By TALITHA TUKURA PAM
Capital News Service
LANSING — The state’s $1 million incentive for anyone who comes up with a new and innovative solution to prevent Asian carp from entering the Great Lakes.is part of a trend in using cash incentives to crowdsource and solve natural resource problems.
For instance, Michigan State University recently sponsored a challenge to redesign water foundations. The winning team won $15,000.
“The students are innovative and energetic and we were very excited to support student team learning and effort through problem solving,” said Professor Joan Rose, an MSU expert in water quality and public health safety.
Another example: The Michigan Design Council has sponsored contests for K-12 students to develop products to better enjoy the state’s water and winter.
“So far we’ve been quite successful and have had very unique and sophisticated solutions to huge problems,” said Jeff De Boer, chair of the council. “Based on that, I do not doubt that anybody can come up with successful and creative solutions for the carp problem.”
“We depend on experts to solve our problems and are swayed by intelligence, but many of our answers are found in the simplest places,” De Boer said.
To help organize the carp challenge, the state spent about $300,000, to hire the Massachusetts-based global crowdsourcing firm InnoCentive. The contest and its rules will be announced in July and hosted on the InnoCentive website, said Tanya Baker, the deputy press secretary to Gov. Rick Snyder.
Since 2010, the federal government has spent more than $380 million battling invasive species like the Asian carp.
“Some of our biggest clients are the federal government and large corporations who look outside for ideas and talents to solve problems,” said John Elliot, the head of business development at InnoCentive.
“We have handled different challenges with the Bureau of Reclamation and the EPA, so we do have some experience with natural resource type challenges,” Elliot said.
NASA had been working on predicting solar flares for a long time and had consulted many experts, Elliot said. The agency launched a challenge, and the problem was solved by a radio technician in New Hampshire. By posting the question to a crowd, NASA improved solar flare prediction by 80 percent.
“Using a crowd is effective because you can literally tap a diverse global network of creative minds,” Elliot said.
The Roche pharmaceutical company ran a challenge with an incentive to solve a problem it had worked on for 15 years, he said. In less than 60 days it got two solutions that worked. The scope of the hundreds of submissions covered the entire scope of the company’s work over 15 years.
“If you think about the resources spent in 15 years for this problem in comparison to using a crowd and solving it in two months, there’s return on investment,” Elliot said.
The “Wisdom of the Crowd” by James Surowiecki explains that under the right circumstances, groups are remarkably intelligent and often smarter than the smartest people in them.
“Crowd wisdom generated by the knowledge and observations of citizens has been valuable for documenting environmental change,” said Steve Gray, an assistant professor in community sustainability at MSU.
In every crowd are insights, flashes of genius and ideas that will never be evident from job applications, resumes or consulting brochures, Gray said.
Crowd sources hinge on the model that every person is unique, despite varying academic and career qualifications.
Neil Kane, director of the MSU undergraduate entrepreneurship program, agrees. “Any and everybody has the potential to solve a question.”
The design council’s De Boer said a unified competition by the Great Lakes states might have been a better approach to crowd-sourcing the carp problem. “The fact that it crosses state lines but is launched by the state of Michigan might be perceived differently by other Great Lakes states.”

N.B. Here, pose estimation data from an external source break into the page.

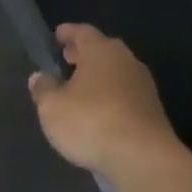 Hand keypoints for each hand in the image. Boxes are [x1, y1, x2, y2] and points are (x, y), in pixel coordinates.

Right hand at [28, 24, 184, 179]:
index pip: (83, 32)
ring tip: (78, 87)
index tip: (57, 35)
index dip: (68, 33)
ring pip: (116, 72)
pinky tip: (97, 110)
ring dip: (98, 76)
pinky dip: (109, 95)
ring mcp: (143, 86)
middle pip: (103, 50)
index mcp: (101, 52)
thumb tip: (39, 77)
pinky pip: (125, 93)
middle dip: (84, 54)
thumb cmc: (90, 122)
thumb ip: (44, 89)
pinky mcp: (152, 110)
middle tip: (67, 58)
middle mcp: (126, 62)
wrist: (142, 158)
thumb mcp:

And finding a genius idea is only one side of the coin.
“Implementation will be difficult because that is when the hard work will have to start,” De Boer said.
The carp challenge isn’t the first time that resource agencies have resorted to crowds to tackle an invasive species.
The Burmese python arrived in North America through the pet trade in 1970. So far, it’s literally eaten its way through Florida’s Everglades, drastically changing the ecosystem.
The Florida Fish and Wildlife Conservation Commission teamed up with the Fish and Wildlife Foundation of Florida to launch the 2016 Python Challenge, a follow-up to a2013 competition. The competition was open to groups and individuals for proposals to remove the Burmese python from the Everglades in return for cash prizes. Officials said the program created awareness of the problem and removed 106 pythons.
So money may help.
And so, too, might a good bath.
It was at a public bath that the ancient Greek inventor and mathematician Archimedes realized that the more his body sunk into the water, the more water he displaced and that water was an exact measure of his volume.
It was a discovery that enabled the king to check the purity of his gold.
Archimedes supposedly jumped from the bath and yelled, “Eureka!” as he ran through the streets.
Whether someone with a carp cure will do likewise is yet to be seen.
Talitha Tukura Pam writes for Great Lakes Echo.